WHAT YOU NEED TO DO: Please repeat the lines below, exactly and only, from the one that holds "index mcp: (276, 225)" through the one that holds "ring dip: (567, 233)".

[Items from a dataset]
···
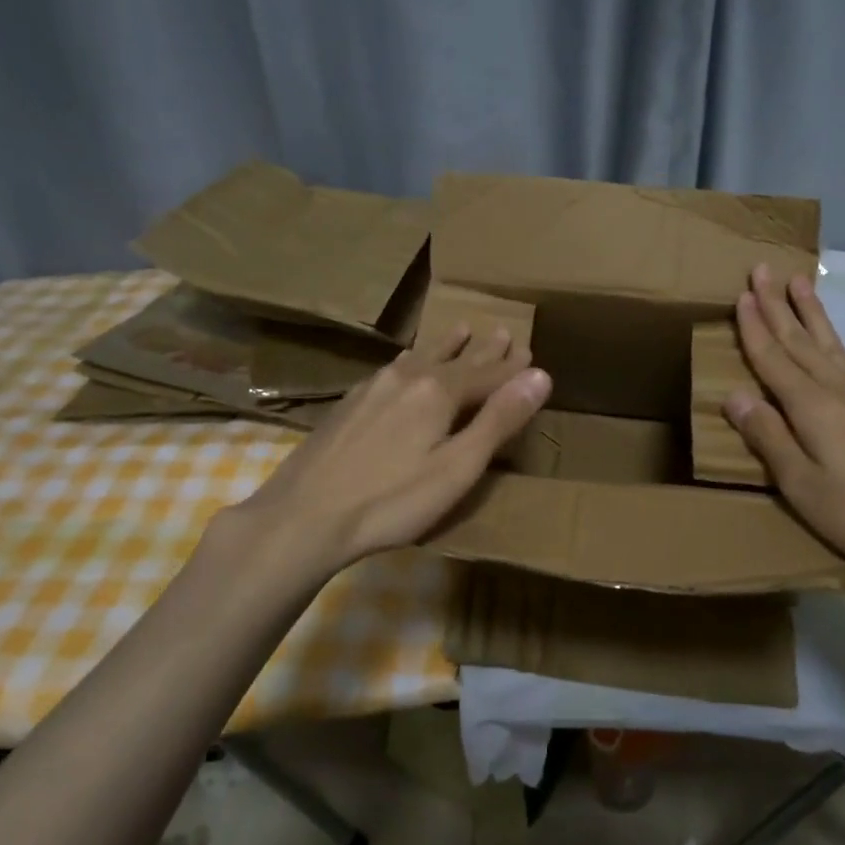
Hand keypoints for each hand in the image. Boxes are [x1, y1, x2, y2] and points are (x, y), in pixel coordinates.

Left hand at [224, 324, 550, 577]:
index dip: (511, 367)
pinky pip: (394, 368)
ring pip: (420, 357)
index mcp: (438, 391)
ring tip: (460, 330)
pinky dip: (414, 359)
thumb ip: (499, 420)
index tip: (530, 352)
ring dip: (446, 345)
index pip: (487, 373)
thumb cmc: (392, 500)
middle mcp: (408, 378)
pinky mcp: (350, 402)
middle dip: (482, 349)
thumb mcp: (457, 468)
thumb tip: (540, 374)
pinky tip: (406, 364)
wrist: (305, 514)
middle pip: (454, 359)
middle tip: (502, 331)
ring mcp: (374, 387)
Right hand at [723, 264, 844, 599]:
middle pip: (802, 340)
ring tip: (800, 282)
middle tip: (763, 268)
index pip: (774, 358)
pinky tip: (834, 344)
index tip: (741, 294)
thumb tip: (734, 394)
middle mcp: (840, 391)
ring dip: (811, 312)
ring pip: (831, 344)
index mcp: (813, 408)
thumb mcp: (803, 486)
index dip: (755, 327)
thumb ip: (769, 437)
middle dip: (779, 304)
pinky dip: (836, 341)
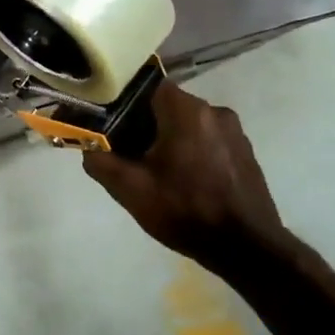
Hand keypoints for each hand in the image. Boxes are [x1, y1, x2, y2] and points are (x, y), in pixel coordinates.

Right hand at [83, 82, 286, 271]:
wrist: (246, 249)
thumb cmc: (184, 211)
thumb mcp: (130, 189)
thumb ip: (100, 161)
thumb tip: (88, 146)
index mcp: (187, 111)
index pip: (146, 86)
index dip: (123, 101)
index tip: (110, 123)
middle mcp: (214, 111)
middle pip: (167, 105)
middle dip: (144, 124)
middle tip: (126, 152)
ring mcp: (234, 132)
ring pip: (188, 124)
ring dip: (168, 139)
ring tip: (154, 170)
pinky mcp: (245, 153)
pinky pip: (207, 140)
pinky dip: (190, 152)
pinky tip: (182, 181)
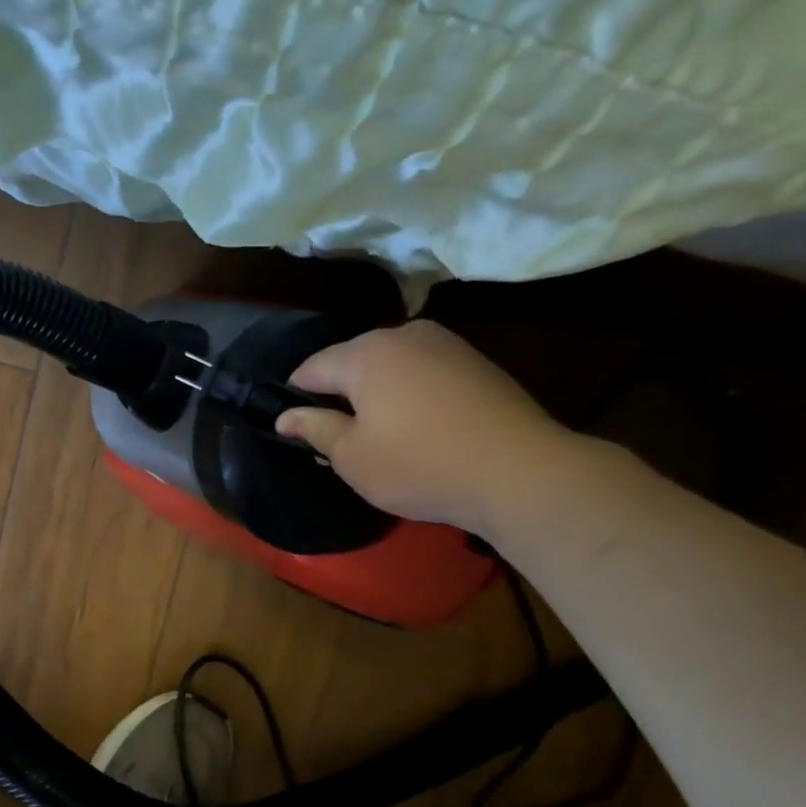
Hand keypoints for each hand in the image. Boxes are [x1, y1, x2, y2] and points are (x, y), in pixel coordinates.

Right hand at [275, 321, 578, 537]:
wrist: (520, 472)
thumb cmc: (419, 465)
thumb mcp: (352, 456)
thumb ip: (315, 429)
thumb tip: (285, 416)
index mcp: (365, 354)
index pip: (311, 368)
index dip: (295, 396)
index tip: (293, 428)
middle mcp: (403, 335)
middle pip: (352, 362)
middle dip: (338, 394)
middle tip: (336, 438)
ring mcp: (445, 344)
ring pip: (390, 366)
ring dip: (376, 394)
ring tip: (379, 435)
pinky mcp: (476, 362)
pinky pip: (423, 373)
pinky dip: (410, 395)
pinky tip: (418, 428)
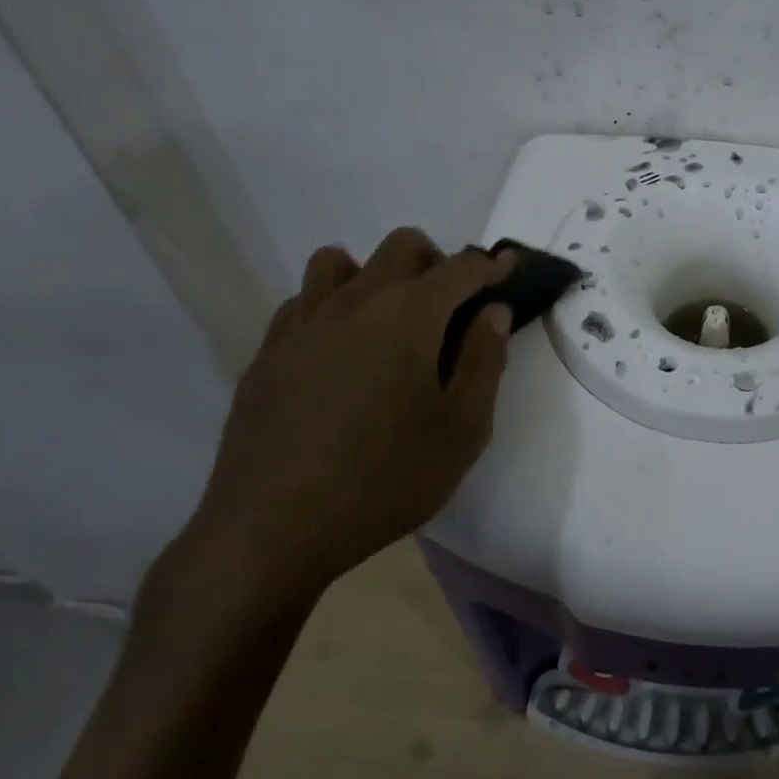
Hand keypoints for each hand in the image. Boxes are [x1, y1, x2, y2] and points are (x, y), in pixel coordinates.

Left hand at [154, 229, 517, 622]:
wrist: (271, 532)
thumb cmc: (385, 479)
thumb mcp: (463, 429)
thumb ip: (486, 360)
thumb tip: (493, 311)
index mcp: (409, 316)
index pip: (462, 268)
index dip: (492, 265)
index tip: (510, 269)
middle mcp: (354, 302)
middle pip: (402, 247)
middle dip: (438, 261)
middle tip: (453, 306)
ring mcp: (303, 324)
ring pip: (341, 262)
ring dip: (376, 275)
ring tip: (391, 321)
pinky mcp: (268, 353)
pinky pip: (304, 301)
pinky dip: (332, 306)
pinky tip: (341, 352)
···
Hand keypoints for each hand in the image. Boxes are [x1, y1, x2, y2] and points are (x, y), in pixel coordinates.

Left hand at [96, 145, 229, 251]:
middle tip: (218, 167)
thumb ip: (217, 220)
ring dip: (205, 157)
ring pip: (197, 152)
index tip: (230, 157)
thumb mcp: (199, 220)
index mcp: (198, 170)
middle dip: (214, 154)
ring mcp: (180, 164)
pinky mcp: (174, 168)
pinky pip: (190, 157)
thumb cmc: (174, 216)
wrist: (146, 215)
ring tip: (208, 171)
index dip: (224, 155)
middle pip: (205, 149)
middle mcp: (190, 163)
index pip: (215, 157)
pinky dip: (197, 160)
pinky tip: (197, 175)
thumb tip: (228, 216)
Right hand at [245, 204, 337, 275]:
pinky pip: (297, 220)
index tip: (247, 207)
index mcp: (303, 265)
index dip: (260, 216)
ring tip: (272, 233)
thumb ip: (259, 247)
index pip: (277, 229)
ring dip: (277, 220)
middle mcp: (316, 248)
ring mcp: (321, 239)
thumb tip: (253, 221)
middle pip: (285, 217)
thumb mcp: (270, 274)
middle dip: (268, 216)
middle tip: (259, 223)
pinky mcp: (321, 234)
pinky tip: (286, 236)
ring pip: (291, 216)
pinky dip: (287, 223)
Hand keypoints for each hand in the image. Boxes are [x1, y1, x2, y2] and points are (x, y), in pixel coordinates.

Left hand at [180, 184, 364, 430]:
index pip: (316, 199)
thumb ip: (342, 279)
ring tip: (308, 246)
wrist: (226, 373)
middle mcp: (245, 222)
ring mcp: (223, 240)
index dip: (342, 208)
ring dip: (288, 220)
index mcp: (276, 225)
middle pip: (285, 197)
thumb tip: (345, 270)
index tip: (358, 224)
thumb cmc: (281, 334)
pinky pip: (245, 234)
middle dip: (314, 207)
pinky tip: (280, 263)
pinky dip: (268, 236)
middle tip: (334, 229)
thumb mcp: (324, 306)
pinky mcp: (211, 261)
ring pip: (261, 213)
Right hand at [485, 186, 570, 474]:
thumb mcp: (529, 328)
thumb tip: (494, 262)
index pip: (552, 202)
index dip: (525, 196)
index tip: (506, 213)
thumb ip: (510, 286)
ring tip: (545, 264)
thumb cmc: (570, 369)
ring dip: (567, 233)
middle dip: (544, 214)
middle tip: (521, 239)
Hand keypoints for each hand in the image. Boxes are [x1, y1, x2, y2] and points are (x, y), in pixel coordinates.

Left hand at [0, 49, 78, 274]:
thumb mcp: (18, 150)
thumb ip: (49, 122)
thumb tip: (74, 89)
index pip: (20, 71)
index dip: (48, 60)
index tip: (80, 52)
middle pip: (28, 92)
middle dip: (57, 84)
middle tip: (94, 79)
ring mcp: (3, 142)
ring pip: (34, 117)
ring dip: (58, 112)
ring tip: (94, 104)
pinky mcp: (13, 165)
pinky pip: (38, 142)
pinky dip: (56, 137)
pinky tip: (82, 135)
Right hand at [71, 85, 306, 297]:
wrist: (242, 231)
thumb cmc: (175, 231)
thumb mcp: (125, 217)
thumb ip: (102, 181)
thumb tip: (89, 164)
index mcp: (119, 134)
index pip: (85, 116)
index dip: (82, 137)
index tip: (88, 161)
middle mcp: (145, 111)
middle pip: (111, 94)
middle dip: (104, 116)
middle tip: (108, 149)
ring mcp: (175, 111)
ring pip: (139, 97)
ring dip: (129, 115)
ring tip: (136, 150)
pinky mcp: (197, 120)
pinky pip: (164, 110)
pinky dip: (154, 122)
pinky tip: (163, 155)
···
EXERCISE SOLUTION:
index mcp: (276, 225)
middle pip: (285, 197)
thumb tip: (345, 270)
index tip: (358, 224)
thumb cmc: (281, 334)
pinky pip: (245, 234)
middle dip: (314, 207)
pinky tip: (280, 263)
pinky dip: (268, 236)
middle tip: (334, 229)
thumb mcp: (324, 306)
pinky mcp: (211, 261)
ring pip: (261, 213)
Right hand at [485, 186, 570, 474]:
thumb mcp: (529, 328)
thumb tip: (494, 262)
index pip: (552, 202)
index dip: (525, 196)
index tip: (506, 213)
thumb ip: (510, 286)
ring tip: (545, 264)
thumb cmc: (570, 369)
ring dip: (567, 233)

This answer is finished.